Hirngespinster: Coming-of-Age- und Familiendrama um den Sohn eines Schizophrenen zwischen Pflichtgefühl und Selbtsverwirklichung.
Tobias Moretti behindert als psychisch Kranker die Selbstverwirklichung seines pflichtbewussten Sohns.
Wie es sich mit einem schizophrenen Vater lebt, der partout keine Einsicht in seine Krankheit entwickeln will, aber dafür auf Nachbarn und die Polizei mit der Axt losgeht, vergegenwärtigt Christian Bachs selbstverfasster Erstling, der die Leidensgeschichte einer Familie erzählt.

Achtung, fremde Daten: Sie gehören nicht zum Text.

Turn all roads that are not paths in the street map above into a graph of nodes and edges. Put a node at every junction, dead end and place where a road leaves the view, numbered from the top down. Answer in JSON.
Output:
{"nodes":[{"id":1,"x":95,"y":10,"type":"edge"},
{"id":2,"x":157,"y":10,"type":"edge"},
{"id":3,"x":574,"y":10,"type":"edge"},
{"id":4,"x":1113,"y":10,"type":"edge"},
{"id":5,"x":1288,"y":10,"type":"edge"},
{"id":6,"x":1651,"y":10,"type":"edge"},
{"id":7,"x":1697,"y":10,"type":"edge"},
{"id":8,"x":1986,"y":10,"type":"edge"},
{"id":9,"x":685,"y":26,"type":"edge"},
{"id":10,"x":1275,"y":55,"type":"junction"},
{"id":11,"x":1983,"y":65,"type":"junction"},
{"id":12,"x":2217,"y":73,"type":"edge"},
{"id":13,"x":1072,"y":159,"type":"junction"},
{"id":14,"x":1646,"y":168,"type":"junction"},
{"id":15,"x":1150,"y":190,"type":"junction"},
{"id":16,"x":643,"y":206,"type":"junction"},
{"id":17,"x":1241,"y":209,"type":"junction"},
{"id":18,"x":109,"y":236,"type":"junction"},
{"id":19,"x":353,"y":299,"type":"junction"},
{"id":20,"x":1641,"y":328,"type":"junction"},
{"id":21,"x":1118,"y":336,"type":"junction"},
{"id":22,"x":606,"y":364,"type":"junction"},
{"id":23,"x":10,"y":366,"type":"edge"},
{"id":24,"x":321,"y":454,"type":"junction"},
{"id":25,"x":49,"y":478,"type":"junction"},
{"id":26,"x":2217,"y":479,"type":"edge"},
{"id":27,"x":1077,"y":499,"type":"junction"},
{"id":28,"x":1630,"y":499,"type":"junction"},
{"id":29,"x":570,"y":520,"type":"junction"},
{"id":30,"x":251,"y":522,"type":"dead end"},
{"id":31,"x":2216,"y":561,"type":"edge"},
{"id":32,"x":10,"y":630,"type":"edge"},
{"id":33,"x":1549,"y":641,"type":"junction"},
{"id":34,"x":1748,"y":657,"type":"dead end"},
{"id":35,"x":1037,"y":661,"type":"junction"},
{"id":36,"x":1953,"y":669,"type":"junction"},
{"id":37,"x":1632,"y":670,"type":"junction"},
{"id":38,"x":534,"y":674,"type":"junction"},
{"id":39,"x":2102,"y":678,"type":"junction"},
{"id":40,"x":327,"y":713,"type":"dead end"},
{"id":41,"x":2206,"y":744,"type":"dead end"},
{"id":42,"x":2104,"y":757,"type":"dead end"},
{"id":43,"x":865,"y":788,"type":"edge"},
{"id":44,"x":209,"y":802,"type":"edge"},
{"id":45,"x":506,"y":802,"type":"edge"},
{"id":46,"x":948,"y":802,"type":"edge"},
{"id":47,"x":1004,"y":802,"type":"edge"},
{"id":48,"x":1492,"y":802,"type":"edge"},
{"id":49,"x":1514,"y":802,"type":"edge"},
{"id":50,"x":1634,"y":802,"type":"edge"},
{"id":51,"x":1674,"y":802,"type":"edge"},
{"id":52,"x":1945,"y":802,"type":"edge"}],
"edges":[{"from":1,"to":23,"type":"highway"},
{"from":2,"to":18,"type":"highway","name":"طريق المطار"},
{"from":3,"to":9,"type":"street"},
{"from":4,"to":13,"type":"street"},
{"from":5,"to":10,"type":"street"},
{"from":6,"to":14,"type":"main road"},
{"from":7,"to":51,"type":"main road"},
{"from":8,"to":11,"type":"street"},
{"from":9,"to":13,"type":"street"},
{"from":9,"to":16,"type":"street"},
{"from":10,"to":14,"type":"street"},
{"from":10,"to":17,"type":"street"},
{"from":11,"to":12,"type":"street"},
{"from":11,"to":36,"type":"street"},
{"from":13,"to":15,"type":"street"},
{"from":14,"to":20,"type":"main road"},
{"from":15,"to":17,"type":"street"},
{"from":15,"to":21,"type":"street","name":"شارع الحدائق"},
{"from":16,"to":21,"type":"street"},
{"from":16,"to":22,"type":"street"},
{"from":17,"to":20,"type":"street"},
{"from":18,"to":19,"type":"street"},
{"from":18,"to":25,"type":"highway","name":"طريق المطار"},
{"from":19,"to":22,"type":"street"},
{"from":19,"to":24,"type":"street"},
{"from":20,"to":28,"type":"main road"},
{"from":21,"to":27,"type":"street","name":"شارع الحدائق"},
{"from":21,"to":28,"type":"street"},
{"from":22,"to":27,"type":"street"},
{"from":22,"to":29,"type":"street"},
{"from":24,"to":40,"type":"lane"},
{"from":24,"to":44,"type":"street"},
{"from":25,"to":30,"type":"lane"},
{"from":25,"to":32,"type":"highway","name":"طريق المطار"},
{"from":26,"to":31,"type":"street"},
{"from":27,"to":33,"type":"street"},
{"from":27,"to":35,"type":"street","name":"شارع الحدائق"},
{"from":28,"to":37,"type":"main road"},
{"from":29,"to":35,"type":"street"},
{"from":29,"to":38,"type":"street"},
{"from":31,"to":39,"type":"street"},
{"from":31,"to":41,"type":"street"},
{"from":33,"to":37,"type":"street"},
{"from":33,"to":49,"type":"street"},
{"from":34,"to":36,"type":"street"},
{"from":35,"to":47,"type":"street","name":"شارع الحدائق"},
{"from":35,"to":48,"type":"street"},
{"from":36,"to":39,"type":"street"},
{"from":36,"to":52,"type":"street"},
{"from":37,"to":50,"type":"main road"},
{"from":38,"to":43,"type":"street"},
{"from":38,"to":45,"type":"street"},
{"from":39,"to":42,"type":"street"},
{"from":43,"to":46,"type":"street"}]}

Besonders ein in körperlicher wie schauspielerischer Topform befindlicher Tobias Moretti („
Das finstere Tal„), dessen durchdringender Blick als Psychotiker durch Mark und Bein geht, sowie Nachwuchsschauspieler Jonas Nay („
Dear Courtney„) als sein zwischen Loyalität und Erwachsenwerden zerrissener Filmsohn Simon bringen die paradoxen Emotionen in dem konzentrierten, aber auch untertourigen Film auf den Punkt. Der Bayerische Filmpreis für Beider darstellerische Leistung ist redlich verdient.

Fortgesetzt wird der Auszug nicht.